* TASK ITEM *
Whenever a line of the material contains the string "ROUTE", it should be copied.

* RECORD EXTRACTS *
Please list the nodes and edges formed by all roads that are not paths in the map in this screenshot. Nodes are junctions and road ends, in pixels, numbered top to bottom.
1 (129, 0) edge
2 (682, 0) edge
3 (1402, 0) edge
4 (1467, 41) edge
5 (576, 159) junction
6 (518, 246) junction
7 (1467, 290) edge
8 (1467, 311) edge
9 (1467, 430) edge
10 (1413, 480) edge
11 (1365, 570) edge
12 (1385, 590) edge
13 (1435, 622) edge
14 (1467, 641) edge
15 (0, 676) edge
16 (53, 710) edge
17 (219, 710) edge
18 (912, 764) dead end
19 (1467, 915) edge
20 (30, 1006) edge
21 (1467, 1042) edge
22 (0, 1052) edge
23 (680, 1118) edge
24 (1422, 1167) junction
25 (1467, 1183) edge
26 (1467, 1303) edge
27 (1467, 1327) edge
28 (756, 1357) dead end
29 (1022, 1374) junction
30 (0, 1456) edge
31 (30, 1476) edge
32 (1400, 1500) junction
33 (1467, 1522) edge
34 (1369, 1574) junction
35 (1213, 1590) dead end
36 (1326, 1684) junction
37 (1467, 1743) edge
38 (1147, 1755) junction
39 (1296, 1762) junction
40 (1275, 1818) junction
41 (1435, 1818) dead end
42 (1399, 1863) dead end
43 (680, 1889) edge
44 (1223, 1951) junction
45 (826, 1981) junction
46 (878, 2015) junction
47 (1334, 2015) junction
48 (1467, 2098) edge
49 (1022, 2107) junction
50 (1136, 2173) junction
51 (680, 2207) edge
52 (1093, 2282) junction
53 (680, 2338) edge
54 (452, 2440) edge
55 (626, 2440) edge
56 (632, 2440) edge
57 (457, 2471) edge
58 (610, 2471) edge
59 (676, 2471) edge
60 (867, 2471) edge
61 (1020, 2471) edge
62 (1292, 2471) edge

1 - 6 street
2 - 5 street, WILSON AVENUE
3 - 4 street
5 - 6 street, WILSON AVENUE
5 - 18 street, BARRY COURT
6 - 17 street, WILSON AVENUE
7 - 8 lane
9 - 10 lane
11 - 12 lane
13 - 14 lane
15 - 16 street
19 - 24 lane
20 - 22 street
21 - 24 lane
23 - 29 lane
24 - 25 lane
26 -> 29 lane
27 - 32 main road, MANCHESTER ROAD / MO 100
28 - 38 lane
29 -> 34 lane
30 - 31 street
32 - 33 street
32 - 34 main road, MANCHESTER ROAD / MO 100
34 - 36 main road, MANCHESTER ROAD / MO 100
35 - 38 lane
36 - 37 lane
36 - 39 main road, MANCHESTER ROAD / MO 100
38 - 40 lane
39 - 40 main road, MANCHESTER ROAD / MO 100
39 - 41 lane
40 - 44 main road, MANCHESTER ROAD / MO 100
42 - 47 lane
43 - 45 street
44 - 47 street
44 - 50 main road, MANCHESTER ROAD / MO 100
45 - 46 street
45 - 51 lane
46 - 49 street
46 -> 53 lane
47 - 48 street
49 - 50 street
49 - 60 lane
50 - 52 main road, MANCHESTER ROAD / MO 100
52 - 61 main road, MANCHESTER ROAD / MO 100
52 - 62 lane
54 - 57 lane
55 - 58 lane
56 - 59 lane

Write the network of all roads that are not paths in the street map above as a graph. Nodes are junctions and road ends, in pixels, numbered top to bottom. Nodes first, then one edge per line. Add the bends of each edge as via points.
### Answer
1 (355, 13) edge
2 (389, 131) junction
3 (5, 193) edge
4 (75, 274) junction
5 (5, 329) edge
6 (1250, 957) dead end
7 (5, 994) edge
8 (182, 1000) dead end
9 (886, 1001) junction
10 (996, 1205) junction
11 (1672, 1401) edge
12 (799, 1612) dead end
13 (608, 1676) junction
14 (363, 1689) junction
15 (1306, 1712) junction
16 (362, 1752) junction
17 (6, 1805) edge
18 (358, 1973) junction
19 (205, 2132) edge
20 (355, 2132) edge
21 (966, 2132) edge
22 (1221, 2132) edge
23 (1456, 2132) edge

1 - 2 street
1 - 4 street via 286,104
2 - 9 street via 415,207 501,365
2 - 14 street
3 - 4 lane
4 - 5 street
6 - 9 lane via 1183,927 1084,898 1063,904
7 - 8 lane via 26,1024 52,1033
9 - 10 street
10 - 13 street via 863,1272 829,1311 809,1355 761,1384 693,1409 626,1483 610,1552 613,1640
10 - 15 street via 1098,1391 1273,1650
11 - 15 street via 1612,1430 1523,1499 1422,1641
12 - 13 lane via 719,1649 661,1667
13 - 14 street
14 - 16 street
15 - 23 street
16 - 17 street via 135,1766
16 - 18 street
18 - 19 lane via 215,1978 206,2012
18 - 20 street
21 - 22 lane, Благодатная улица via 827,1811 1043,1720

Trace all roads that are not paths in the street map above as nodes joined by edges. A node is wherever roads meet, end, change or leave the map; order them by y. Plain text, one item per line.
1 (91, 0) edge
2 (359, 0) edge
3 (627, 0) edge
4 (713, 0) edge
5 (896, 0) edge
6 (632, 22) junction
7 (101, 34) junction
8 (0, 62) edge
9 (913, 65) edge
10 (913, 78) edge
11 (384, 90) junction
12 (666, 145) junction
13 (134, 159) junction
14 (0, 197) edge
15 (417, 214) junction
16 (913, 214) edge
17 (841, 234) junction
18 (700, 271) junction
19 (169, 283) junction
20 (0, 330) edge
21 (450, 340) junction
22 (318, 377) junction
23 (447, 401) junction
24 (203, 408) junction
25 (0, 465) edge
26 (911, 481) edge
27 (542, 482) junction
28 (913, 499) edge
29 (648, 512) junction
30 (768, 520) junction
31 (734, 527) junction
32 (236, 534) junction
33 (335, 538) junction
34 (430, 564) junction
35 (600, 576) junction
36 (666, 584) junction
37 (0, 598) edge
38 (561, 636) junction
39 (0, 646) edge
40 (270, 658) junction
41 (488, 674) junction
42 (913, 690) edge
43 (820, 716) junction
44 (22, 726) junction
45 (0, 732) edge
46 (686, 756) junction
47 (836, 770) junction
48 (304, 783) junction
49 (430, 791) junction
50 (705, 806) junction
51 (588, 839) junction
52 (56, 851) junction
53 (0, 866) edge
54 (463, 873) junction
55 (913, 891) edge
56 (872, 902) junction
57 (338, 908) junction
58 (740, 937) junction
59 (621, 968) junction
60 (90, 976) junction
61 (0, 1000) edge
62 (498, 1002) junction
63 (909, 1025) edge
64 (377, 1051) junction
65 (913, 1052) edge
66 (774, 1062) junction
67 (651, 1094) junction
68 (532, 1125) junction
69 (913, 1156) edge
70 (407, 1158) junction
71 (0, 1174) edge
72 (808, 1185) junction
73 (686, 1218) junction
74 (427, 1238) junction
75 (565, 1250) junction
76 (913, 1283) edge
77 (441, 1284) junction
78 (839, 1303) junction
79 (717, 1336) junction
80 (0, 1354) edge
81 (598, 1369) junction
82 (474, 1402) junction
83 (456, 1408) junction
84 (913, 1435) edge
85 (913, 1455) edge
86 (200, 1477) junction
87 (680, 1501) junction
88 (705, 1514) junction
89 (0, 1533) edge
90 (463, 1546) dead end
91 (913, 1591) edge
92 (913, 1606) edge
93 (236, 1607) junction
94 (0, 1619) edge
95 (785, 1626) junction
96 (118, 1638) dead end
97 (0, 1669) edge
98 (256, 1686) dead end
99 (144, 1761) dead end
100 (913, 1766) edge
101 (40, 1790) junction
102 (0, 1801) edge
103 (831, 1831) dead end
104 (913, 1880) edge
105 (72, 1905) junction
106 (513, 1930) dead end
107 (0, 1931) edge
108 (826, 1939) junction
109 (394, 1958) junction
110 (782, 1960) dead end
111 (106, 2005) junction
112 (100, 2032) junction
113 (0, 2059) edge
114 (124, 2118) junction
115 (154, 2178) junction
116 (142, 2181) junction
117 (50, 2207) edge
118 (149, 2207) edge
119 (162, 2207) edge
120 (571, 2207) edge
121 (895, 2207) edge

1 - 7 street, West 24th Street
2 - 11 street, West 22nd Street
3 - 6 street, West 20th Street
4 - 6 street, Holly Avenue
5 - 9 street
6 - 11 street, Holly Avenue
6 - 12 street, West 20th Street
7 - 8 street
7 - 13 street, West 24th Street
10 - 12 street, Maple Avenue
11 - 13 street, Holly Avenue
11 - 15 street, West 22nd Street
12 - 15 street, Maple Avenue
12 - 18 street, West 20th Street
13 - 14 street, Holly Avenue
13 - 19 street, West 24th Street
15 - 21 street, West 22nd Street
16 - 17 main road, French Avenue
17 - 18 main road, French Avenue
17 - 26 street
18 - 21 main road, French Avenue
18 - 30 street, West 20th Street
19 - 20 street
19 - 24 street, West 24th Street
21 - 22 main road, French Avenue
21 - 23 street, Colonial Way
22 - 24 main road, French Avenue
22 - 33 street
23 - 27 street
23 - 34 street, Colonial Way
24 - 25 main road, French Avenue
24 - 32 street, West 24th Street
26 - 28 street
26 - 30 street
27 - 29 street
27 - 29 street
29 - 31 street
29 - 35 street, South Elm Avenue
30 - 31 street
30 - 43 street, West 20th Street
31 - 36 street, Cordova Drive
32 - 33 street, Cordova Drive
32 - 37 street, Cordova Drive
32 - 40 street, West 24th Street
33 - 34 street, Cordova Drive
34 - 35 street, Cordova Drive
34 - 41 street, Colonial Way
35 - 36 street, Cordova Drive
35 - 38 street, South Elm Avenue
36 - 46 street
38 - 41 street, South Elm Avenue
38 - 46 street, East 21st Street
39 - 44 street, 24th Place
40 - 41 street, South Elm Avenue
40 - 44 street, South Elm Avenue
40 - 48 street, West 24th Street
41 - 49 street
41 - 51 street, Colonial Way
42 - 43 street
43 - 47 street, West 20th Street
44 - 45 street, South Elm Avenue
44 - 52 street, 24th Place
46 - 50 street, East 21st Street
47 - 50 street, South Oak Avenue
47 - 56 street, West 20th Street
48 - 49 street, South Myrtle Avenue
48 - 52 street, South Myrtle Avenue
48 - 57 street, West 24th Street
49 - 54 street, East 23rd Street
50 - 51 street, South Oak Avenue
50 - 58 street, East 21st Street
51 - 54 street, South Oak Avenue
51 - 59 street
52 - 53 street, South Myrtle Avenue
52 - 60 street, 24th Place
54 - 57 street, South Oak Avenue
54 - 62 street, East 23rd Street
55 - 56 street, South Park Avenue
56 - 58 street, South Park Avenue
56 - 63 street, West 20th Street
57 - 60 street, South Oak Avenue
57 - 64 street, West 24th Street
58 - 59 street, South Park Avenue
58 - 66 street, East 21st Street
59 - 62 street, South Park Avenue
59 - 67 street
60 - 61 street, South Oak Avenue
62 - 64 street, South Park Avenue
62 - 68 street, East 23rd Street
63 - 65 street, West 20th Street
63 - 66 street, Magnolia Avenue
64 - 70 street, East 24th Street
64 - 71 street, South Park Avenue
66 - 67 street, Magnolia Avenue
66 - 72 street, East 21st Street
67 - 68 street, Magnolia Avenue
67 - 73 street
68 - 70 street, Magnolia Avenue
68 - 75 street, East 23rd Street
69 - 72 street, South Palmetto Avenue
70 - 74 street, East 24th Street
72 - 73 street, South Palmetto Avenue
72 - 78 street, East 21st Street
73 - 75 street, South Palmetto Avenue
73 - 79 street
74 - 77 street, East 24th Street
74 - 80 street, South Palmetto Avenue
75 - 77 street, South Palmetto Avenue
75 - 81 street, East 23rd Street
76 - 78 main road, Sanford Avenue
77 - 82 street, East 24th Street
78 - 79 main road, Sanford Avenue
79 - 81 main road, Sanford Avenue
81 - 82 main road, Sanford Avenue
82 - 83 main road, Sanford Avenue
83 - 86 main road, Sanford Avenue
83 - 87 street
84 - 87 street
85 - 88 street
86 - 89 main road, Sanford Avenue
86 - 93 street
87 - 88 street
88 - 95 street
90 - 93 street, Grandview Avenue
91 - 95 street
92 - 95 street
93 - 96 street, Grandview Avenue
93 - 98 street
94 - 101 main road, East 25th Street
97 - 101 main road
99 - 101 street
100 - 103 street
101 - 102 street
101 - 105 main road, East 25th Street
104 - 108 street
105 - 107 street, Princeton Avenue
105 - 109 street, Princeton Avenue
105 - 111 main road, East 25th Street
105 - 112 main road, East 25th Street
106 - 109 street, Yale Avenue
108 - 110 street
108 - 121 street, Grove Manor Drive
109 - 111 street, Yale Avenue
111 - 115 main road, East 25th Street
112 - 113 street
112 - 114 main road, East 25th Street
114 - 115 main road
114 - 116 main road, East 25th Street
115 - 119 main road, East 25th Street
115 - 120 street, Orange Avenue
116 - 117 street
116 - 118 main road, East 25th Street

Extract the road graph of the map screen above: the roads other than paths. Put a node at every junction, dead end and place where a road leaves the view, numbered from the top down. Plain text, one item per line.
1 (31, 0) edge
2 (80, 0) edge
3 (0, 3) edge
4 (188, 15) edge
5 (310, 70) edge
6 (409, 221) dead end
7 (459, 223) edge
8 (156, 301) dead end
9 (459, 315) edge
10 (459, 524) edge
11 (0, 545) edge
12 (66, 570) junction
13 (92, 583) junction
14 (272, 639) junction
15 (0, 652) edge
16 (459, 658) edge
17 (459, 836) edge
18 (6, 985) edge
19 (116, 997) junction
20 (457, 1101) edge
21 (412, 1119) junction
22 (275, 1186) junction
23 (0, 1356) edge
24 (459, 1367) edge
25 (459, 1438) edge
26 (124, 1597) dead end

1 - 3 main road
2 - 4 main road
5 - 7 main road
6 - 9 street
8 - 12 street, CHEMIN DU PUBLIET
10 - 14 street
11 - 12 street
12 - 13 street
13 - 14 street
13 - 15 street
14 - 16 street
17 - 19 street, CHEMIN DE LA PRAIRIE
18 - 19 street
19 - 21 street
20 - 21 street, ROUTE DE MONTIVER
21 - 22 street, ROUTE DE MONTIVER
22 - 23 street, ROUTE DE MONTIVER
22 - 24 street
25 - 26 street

* OUTPUT BELOW *
20 - 21 street, ROUTE DE MONTIVER
21 - 22 street, ROUTE DE MONTIVER
22 - 23 street, ROUTE DE MONTIVER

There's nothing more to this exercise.